*** Opening GIVEN DATA ***
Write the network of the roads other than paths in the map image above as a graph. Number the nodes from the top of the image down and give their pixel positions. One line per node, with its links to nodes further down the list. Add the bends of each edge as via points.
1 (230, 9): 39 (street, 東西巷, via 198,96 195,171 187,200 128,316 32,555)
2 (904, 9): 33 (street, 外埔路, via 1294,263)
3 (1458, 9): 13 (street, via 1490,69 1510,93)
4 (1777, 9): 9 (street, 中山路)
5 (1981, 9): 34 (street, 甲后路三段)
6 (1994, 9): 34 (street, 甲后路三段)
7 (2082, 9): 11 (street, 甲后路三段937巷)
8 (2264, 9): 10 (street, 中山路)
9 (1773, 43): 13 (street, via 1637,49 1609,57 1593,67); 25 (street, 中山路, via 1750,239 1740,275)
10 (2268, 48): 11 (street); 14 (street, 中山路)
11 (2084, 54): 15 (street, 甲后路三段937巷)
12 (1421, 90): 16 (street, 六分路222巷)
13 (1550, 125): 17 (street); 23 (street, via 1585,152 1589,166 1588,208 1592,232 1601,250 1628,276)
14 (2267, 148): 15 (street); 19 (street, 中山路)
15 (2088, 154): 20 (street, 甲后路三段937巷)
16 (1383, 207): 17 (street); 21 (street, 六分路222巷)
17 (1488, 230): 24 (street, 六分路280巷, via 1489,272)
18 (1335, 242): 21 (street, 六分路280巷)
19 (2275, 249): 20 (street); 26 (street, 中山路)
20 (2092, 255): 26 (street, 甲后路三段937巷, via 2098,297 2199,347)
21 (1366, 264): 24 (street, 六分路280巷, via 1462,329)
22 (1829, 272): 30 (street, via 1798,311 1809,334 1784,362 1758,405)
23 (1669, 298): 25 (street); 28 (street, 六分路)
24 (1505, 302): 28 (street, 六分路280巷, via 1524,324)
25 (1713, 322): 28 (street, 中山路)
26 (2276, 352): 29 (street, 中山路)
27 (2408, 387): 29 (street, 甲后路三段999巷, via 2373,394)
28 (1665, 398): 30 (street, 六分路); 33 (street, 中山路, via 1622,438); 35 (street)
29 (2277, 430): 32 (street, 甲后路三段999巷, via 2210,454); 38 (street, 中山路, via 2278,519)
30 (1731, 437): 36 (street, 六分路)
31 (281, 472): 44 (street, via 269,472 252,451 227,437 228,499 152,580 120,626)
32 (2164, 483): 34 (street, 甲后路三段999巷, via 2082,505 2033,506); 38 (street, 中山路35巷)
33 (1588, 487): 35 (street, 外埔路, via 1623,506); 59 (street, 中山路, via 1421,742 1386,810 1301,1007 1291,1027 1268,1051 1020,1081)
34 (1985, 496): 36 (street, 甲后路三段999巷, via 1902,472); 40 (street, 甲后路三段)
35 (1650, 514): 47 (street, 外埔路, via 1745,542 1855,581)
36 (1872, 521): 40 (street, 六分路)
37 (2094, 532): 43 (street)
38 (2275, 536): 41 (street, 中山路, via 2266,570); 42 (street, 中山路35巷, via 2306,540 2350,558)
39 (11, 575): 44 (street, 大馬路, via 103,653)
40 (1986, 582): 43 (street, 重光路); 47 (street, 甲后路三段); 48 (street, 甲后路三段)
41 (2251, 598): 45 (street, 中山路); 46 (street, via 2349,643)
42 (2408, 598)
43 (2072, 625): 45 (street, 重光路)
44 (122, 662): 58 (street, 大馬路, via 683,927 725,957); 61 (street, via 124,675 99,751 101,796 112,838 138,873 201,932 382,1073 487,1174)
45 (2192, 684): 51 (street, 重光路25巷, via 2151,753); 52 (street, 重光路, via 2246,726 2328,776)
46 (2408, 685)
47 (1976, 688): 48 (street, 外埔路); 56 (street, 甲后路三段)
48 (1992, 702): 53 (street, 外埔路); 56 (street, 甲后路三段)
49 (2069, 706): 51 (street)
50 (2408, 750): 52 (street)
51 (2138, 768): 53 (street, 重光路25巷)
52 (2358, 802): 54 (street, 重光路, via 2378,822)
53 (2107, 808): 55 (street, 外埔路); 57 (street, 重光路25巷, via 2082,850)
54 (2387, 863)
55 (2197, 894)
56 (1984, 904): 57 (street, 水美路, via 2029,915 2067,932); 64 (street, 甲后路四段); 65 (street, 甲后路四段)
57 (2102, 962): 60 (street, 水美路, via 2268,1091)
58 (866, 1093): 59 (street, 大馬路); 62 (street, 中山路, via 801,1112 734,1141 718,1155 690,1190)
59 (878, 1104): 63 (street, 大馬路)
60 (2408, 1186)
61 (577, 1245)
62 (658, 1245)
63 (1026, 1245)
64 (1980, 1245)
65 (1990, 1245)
*** Closing GIVEN DATA ***
**WHAT YOU NEED TO DO:**
Reproduce each of the records word for word.

**TASK RESPONSE:**
Write the network of the roads other than paths in the map image above as a graph. Number the nodes from the top of the image down and give their pixel positions. One line per node, with its links to nodes further down the list. Add the bends of each edge as via points.
1 (230, 9): 39 (street, 東西巷, via 198,96 195,171 187,200 128,316 32,555)
2 (904, 9): 33 (street, 外埔路, via 1294,263)
3 (1458, 9): 13 (street, via 1490,69 1510,93)
4 (1777, 9): 9 (street, 中山路)
5 (1981, 9): 34 (street, 甲后路三段)
6 (1994, 9): 34 (street, 甲后路三段)
7 (2082, 9): 11 (street, 甲后路三段937巷)
8 (2264, 9): 10 (street, 中山路)
9 (1773, 43): 13 (street, via 1637,49 1609,57 1593,67); 25 (street, 中山路, via 1750,239 1740,275)
10 (2268, 48): 11 (street); 14 (street, 中山路)
11 (2084, 54): 15 (street, 甲后路三段937巷)
12 (1421, 90): 16 (street, 六分路222巷)
13 (1550, 125): 17 (street); 23 (street, via 1585,152 1589,166 1588,208 1592,232 1601,250 1628,276)
14 (2267, 148): 15 (street); 19 (street, 中山路)
15 (2088, 154): 20 (street, 甲后路三段937巷)
16 (1383, 207): 17 (street); 21 (street, 六分路222巷)
17 (1488, 230): 24 (street, 六分路280巷, via 1489,272)
18 (1335, 242): 21 (street, 六分路280巷)
19 (2275, 249): 20 (street); 26 (street, 中山路)
20 (2092, 255): 26 (street, 甲后路三段937巷, via 2098,297 2199,347)
21 (1366, 264): 24 (street, 六分路280巷, via 1462,329)
22 (1829, 272): 30 (street, via 1798,311 1809,334 1784,362 1758,405)
23 (1669, 298): 25 (street); 28 (street, 六分路)
24 (1505, 302): 28 (street, 六分路280巷, via 1524,324)
25 (1713, 322): 28 (street, 中山路)
26 (2276, 352): 29 (street, 中山路)
27 (2408, 387): 29 (street, 甲后路三段999巷, via 2373,394)
28 (1665, 398): 30 (street, 六分路); 33 (street, 中山路, via 1622,438); 35 (street)
29 (2277, 430): 32 (street, 甲后路三段999巷, via 2210,454); 38 (street, 中山路, via 2278,519)
30 (1731, 437): 36 (street, 六分路)
31 (281, 472): 44 (street, via 269,472 252,451 227,437 228,499 152,580 120,626)
32 (2164, 483): 34 (street, 甲后路三段999巷, via 2082,505 2033,506); 38 (street, 中山路35巷)
33 (1588, 487): 35 (street, 外埔路, via 1623,506); 59 (street, 中山路, via 1421,742 1386,810 1301,1007 1291,1027 1268,1051 1020,1081)
34 (1985, 496): 36 (street, 甲后路三段999巷, via 1902,472); 40 (street, 甲后路三段)
35 (1650, 514): 47 (street, 外埔路, via 1745,542 1855,581)
36 (1872, 521): 40 (street, 六分路)
37 (2094, 532): 43 (street)
38 (2275, 536): 41 (street, 中山路, via 2266,570); 42 (street, 中山路35巷, via 2306,540 2350,558)
39 (11, 575): 44 (street, 大馬路, via 103,653)
40 (1986, 582): 43 (street, 重光路); 47 (street, 甲后路三段); 48 (street, 甲后路三段)
41 (2251, 598): 45 (street, 中山路); 46 (street, via 2349,643)
42 (2408, 598)
43 (2072, 625): 45 (street, 重光路)
44 (122, 662): 58 (street, 大馬路, via 683,927 725,957); 61 (street, via 124,675 99,751 101,796 112,838 138,873 201,932 382,1073 487,1174)
45 (2192, 684): 51 (street, 重光路25巷, via 2151,753); 52 (street, 重光路, via 2246,726 2328,776)
46 (2408, 685)
47 (1976, 688): 48 (street, 外埔路); 56 (street, 甲后路三段)
48 (1992, 702): 53 (street, 外埔路); 56 (street, 甲后路三段)
49 (2069, 706): 51 (street)
50 (2408, 750): 52 (street)
51 (2138, 768): 53 (street, 重光路25巷)
52 (2358, 802): 54 (street, 重光路, via 2378,822)
53 (2107, 808): 55 (street, 外埔路); 57 (street, 重光路25巷, via 2082,850)
54 (2387, 863)
55 (2197, 894)
56 (1984, 904): 57 (street, 水美路, via 2029,915 2067,932); 64 (street, 甲后路四段); 65 (street, 甲后路四段)
57 (2102, 962): 60 (street, 水美路, via 2268,1091)
58 (866, 1093): 59 (street, 大馬路); 62 (street, 中山路, via 801,1112 734,1141 718,1155 690,1190)
59 (878, 1104): 63 (street, 大馬路)
60 (2408, 1186)
61 (577, 1245)
62 (658, 1245)
63 (1026, 1245)
64 (1980, 1245)
65 (1990, 1245)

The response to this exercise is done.